Wacha, 27, was off to an 8-2 start with a 3.20 ERA and a possible All-Star nod when he felt a stitch stab through his left side during a start June 20 in Philadelphia. The team suggested he had sustained a “mild” oblique strain, though said internally that he could miss two months or more returning from the injury. When it resurfaced after two rehab appearances, Wacha had to start again. He called that a “setback” and not a new injury. The righthander finishes the season with 15 starts and fewer than 85 innings as he enters his final season of arbitration.

The Cardinals must decide about his readiness for 2019 before presenting him a contract early this offseason, the salary of which can be negotiated or determined by arbitration hearing.

He’s been prescribed more rest to allow the oblique muscle time to calm and the irritation subside. From there, his rehab will include strengthen his core muscles and new workouts that will have to work in concert with the work he already does to alleviate strain on his right scapula.

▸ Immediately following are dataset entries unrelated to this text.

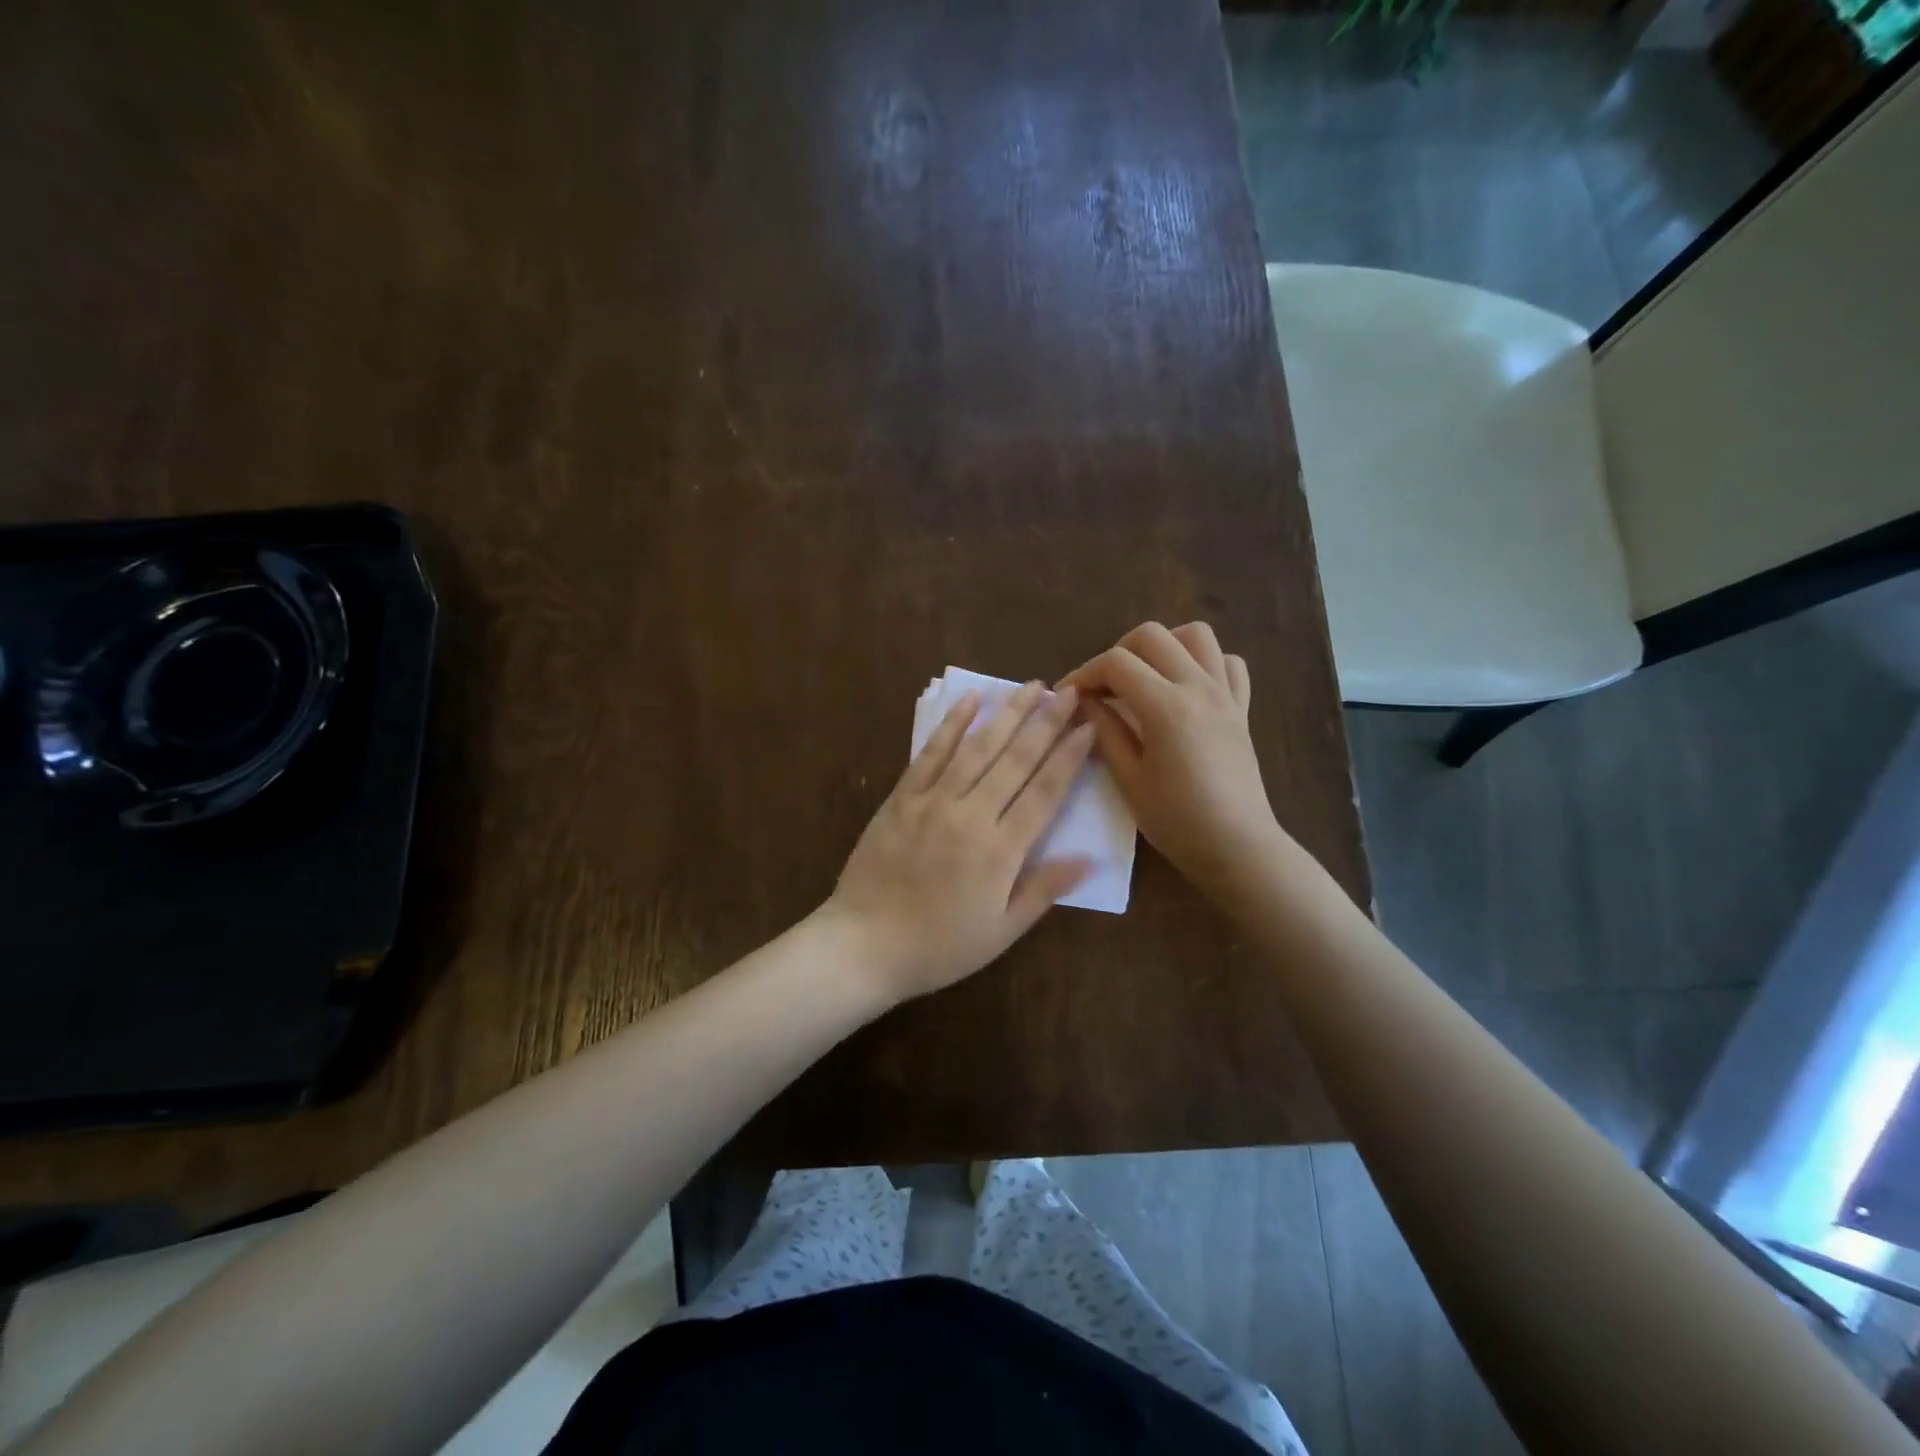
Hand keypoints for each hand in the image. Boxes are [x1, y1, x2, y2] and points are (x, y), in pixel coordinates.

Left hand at [826, 682, 1095, 1002]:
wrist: (864, 945)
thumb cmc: (939, 947)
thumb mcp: (1000, 931)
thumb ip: (1043, 890)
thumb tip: (1088, 858)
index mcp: (1000, 851)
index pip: (1044, 792)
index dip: (1069, 757)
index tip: (1089, 726)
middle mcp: (970, 815)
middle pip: (1016, 761)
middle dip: (1046, 723)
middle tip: (1069, 691)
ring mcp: (932, 802)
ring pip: (977, 749)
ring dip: (1007, 714)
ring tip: (1031, 687)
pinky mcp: (901, 798)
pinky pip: (930, 754)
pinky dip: (951, 725)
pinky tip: (970, 700)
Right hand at [1062, 622, 1283, 901]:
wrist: (1238, 847)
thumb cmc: (1177, 821)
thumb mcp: (1128, 780)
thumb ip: (1105, 731)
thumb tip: (1084, 701)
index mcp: (1166, 706)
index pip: (1116, 663)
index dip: (1084, 673)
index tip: (1068, 696)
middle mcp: (1198, 686)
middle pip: (1152, 635)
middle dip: (1118, 653)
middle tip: (1103, 688)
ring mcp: (1225, 693)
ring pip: (1195, 635)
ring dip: (1164, 646)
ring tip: (1145, 677)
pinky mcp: (1241, 707)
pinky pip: (1228, 662)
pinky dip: (1204, 662)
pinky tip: (1186, 688)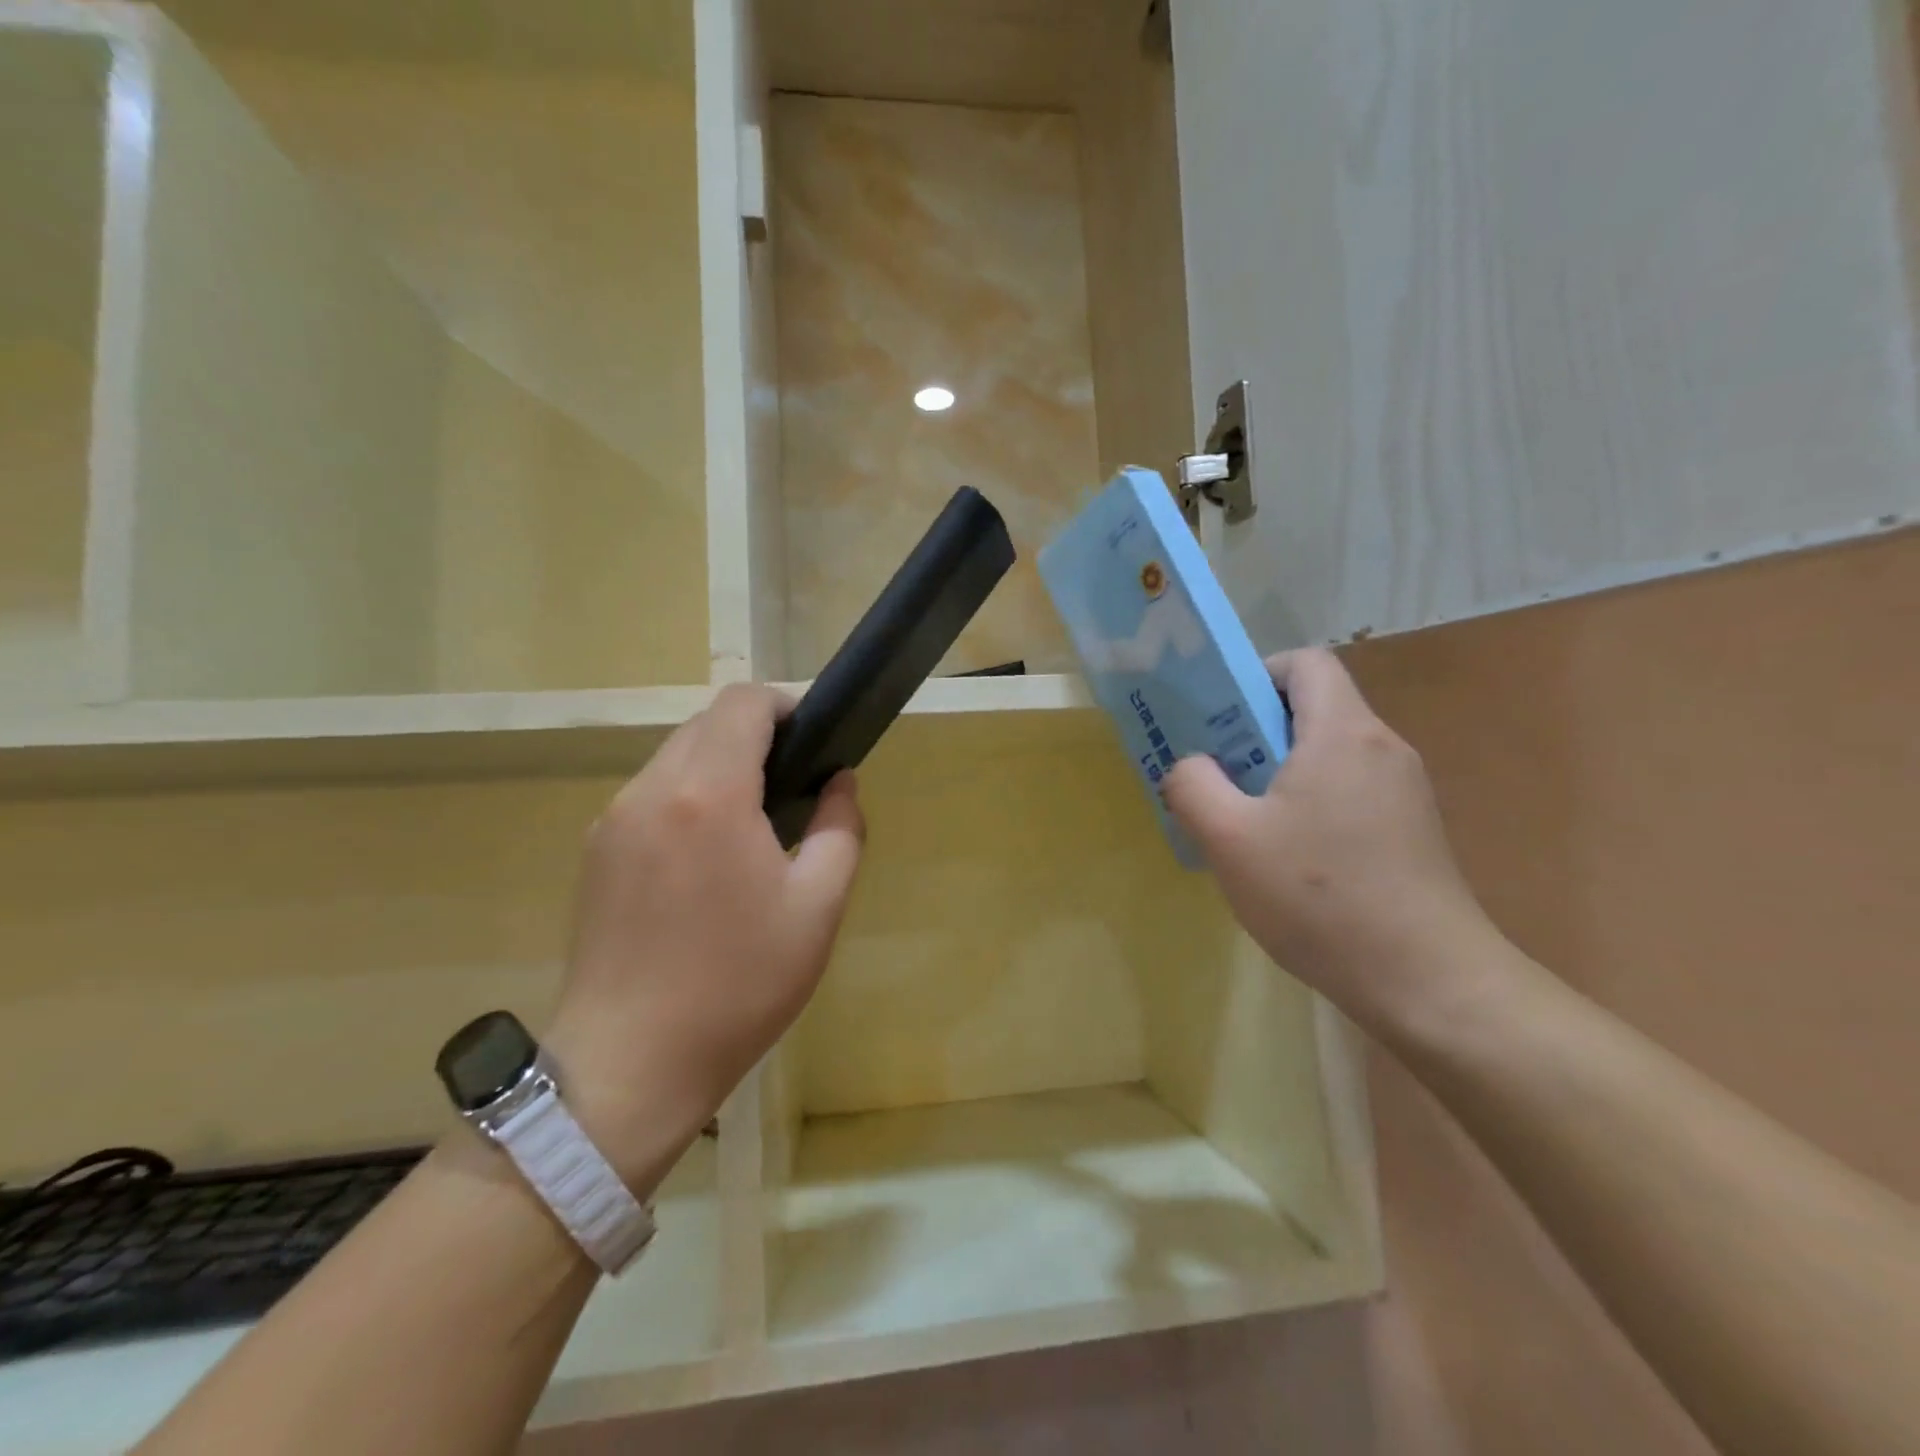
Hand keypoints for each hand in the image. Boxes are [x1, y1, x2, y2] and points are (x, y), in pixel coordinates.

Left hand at [544, 685, 864, 1195]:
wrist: (629, 1065)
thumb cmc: (738, 985)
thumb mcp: (818, 908)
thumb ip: (839, 828)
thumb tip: (838, 782)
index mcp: (707, 794)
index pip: (742, 703)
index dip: (785, 705)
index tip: (814, 740)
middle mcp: (649, 790)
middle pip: (706, 724)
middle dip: (754, 737)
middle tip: (792, 789)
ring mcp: (612, 820)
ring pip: (674, 757)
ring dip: (719, 768)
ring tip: (751, 828)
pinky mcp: (594, 852)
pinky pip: (650, 796)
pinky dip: (687, 798)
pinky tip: (705, 859)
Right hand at [1164, 649, 1495, 1019]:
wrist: (1426, 981)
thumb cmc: (1319, 897)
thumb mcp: (1229, 838)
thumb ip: (1192, 785)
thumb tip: (1190, 766)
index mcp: (1343, 733)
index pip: (1306, 662)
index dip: (1258, 674)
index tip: (1221, 717)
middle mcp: (1382, 748)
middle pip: (1315, 708)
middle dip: (1256, 730)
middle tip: (1216, 773)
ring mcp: (1404, 791)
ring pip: (1329, 753)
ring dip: (1279, 772)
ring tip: (1243, 819)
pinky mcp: (1412, 830)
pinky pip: (1349, 790)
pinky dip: (1309, 802)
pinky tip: (1286, 857)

“All forward on this thing,” he said. “Trying to get it healthy.”

MAYERS, TV, ETC.

San Francisco’s visit to Busch Stadium has been moved to a 12:05 p.m. St. Louis time start in order to accommodate a national telecast on Fox. The Cardinals have had a series of games picked up for a national broadcast in the coming weeks, including Saturday’s game against LA (Fox), Sunday’s vs. LA (ESPN), and Tuesday’s at Atlanta, which was selected by ESPN on Tuesday for a national broadcast. It will remain a 6:35 p.m. St. Louis time start. … With a double Monday, Matt Carpenter completed his third season with at least 40 doubles. In Cardinals’ history only Stan Musial (nine), Joe Medwick (seven), Albert Pujols (six), and Rogers Hornsby (five) have had more.